# What is needed
Of the lines below, write out exactly those from the line with "thumb mcp: (210, 144)" through the line with "middle tip: (92, 131)", both included, and skip the rest.

[Data records]

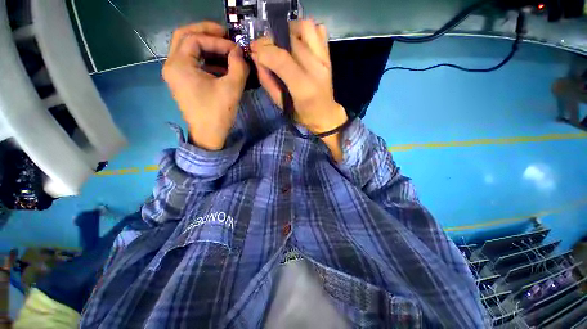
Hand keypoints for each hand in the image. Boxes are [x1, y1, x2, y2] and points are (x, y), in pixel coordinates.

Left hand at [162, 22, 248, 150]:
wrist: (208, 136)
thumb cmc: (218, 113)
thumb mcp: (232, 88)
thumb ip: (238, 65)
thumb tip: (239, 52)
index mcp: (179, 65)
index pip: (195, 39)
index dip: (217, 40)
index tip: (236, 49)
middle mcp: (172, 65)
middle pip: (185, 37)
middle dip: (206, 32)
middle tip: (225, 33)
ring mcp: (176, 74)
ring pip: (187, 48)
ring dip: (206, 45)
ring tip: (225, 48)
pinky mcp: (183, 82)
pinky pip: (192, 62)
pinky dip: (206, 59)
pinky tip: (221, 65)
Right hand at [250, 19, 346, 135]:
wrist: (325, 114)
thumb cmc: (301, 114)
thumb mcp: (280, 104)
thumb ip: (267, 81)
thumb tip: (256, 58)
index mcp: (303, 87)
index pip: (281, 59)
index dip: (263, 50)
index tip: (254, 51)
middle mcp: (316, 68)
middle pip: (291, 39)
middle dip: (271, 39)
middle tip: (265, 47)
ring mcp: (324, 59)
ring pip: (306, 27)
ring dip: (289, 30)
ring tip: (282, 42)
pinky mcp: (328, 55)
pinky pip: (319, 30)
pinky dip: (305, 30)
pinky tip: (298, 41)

[/Data records]
[Data records]

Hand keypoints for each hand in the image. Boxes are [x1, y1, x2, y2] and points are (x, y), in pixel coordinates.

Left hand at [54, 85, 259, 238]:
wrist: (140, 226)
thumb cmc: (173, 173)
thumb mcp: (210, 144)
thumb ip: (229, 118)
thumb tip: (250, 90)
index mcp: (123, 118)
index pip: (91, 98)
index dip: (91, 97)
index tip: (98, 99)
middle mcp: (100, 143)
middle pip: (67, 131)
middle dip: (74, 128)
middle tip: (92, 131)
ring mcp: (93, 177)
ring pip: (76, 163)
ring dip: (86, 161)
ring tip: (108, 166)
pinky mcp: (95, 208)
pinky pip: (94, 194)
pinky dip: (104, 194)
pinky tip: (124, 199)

[/Data records]

# Exercise response
thumb mcp: (210, 144)
thumb ip: (229, 118)
thumb tip: (250, 90)
index mcp: (123, 118)
index pip: (91, 98)
index dip: (91, 97)
index tip: (98, 99)
middle mcp: (100, 143)
middle pip: (67, 131)
middle dip: (74, 128)
middle tip: (92, 131)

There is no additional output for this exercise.